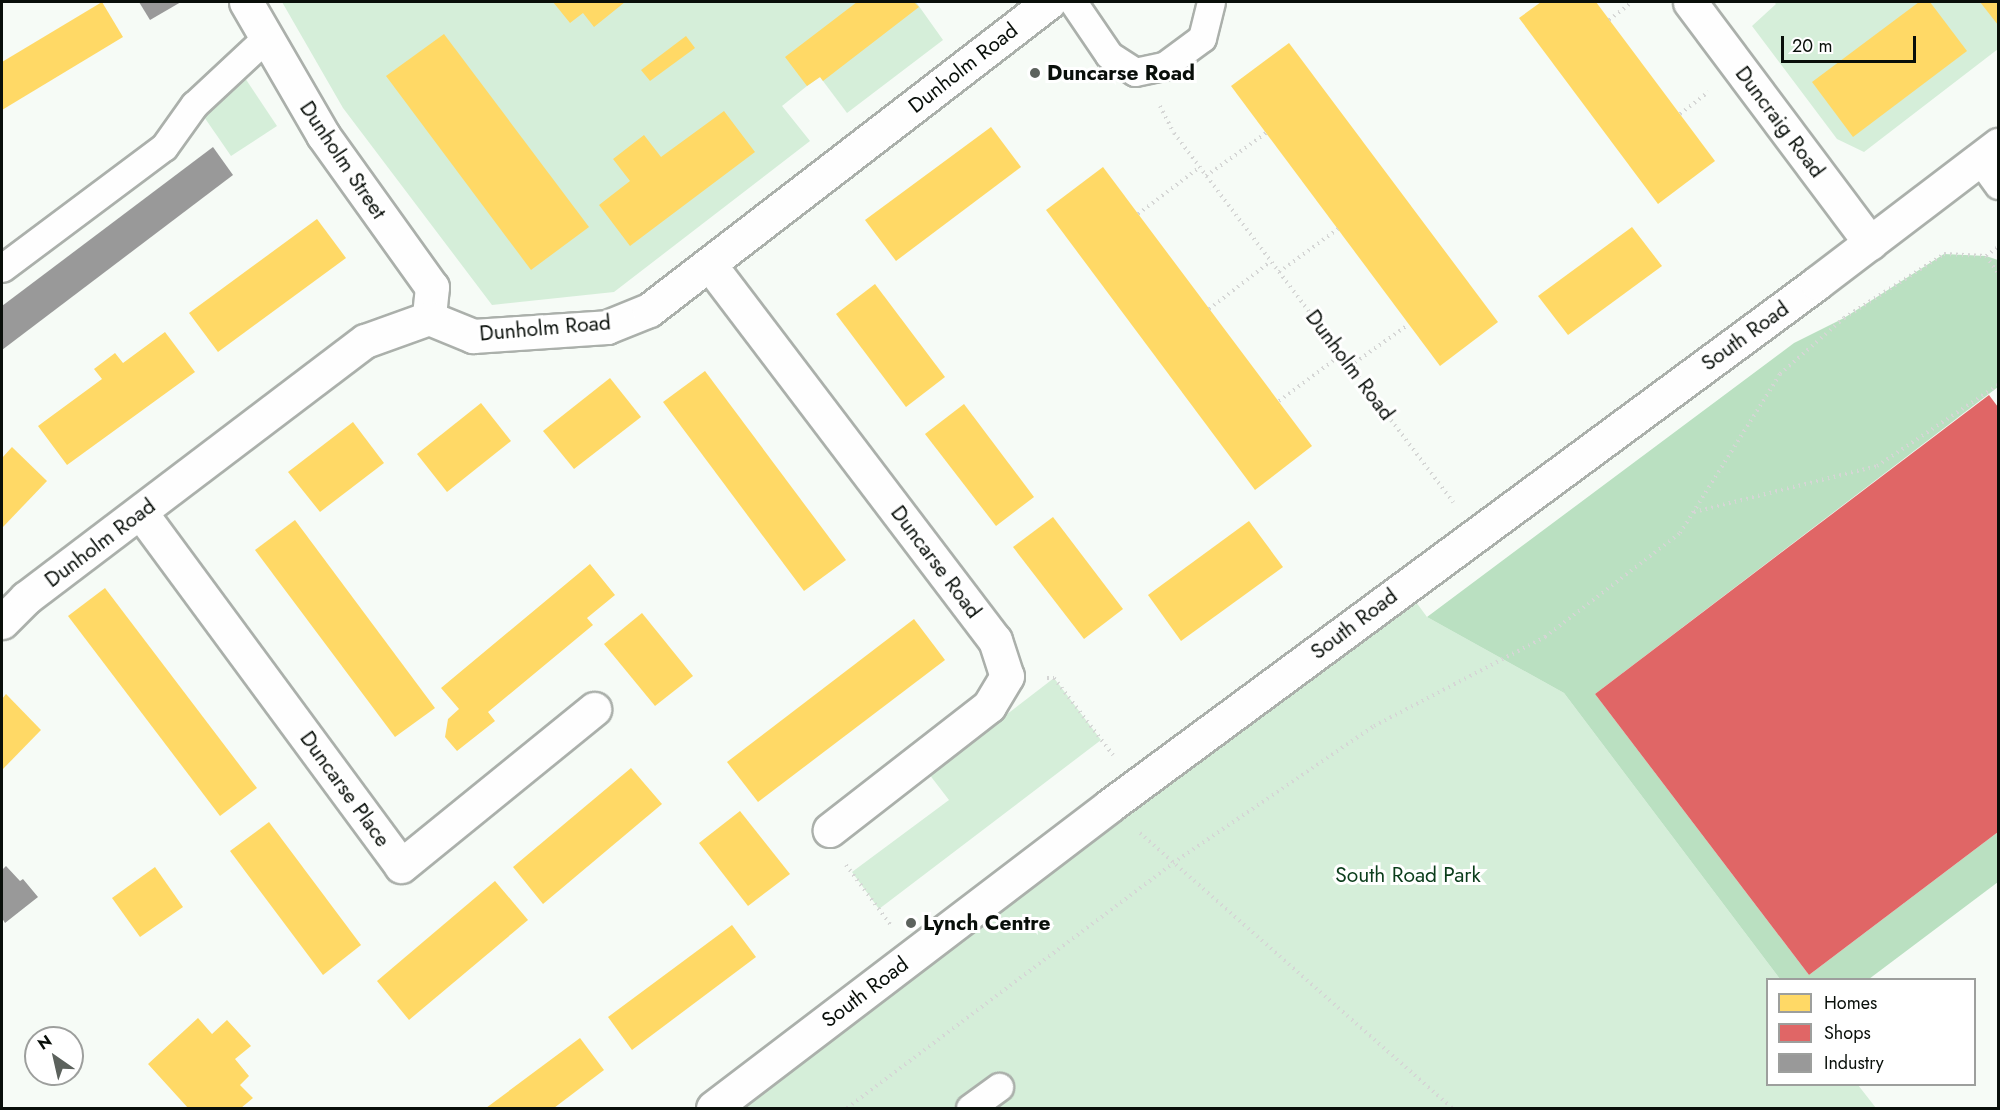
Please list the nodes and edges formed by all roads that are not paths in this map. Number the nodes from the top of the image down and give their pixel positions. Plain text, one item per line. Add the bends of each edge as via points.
1 (246, 2) edge
2 (1049, 2) edge
3 (1073, 2) edge
4 (1211, 2) edge
5 (1690, 2) edge
6 (267, 37) junction
7 (1992, 163) edge
8 (1870, 243) junction
9 (710, 265) junction
10 (2, 268) edge
11 (429, 318) junction
12 (141, 513) junction
13 (2, 622) edge
14 (594, 709) dead end
15 (830, 830) road end
16 (999, 1087) dead end
17 (713, 1108) edge
18 (970, 1108) edge

1 - 6 street, Dunholm Street
2 - 9 street, Dunholm Road
3 - 4 lane via 1109,55 1136,72 1164,66 1202,38
5 - 8 street, Duncraig Road
6 - 10 lane via 194,105 164,147
6 - 11 street, Dunholm Street via 323,135 432,287
7 - 8 street, South Road
8 - 17 street, South Road via 1109,806
9 - 11 street, Dunholm Road via 649,310 607,327 473,336
9 - 15 street, Duncarse Road via 995,640 1007,676 988,706
11 - 12 street, Dunholm Road via 364,341
12 - 13 street, Dunholm Road via 26,598
12 - 14 street, Duncarse Place via 401,866
16 - 18 lane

## Try it
Output the listing above exactly as it stands; no picture should appear.

## Solution for this task
Please list the nodes and edges formed by all roads that are not paths in this map. Number the nodes from the top of the image down and give their pixel positions. Plain text, one item per line. Add the bends of each edge as via points.
1 (246, 2) edge
2 (1049, 2) edge
3 (1073, 2) edge
4 (1211, 2) edge
5 (1690, 2) edge
6 (267, 37) junction
7 (1992, 163) edge
8 (1870, 243) junction
9 (710, 265) junction
10 (2, 268) edge
11 (429, 318) junction
12 (141, 513) junction
13 (2, 622) edge
14 (594, 709) dead end
15 (830, 830) road end
16 (999, 1087) dead end
17 (713, 1108) edge
18 (970, 1108) edge

1 - 6 street, Dunholm Street
2 - 9 street, Dunholm Road
3 - 4 lane via 1109,55 1136,72 1164,66 1202,38
5 - 8 street, Duncraig Road
6 - 10 lane via 194,105 164,147
6 - 11 street, Dunholm Street via 323,135 432,287
7 - 8 street, South Road
8 - 17 street, South Road via 1109,806
9 - 11 street, Dunholm Road via 649,310 607,327 473,336
9 - 15 street, Duncarse Road via 995,640 1007,676 988,706
11 - 12 street, Dunholm Road via 364,341
12 - 13 street, Dunholm Road via 26,598
12 - 14 street, Duncarse Place via 401,866
16 - 18 lane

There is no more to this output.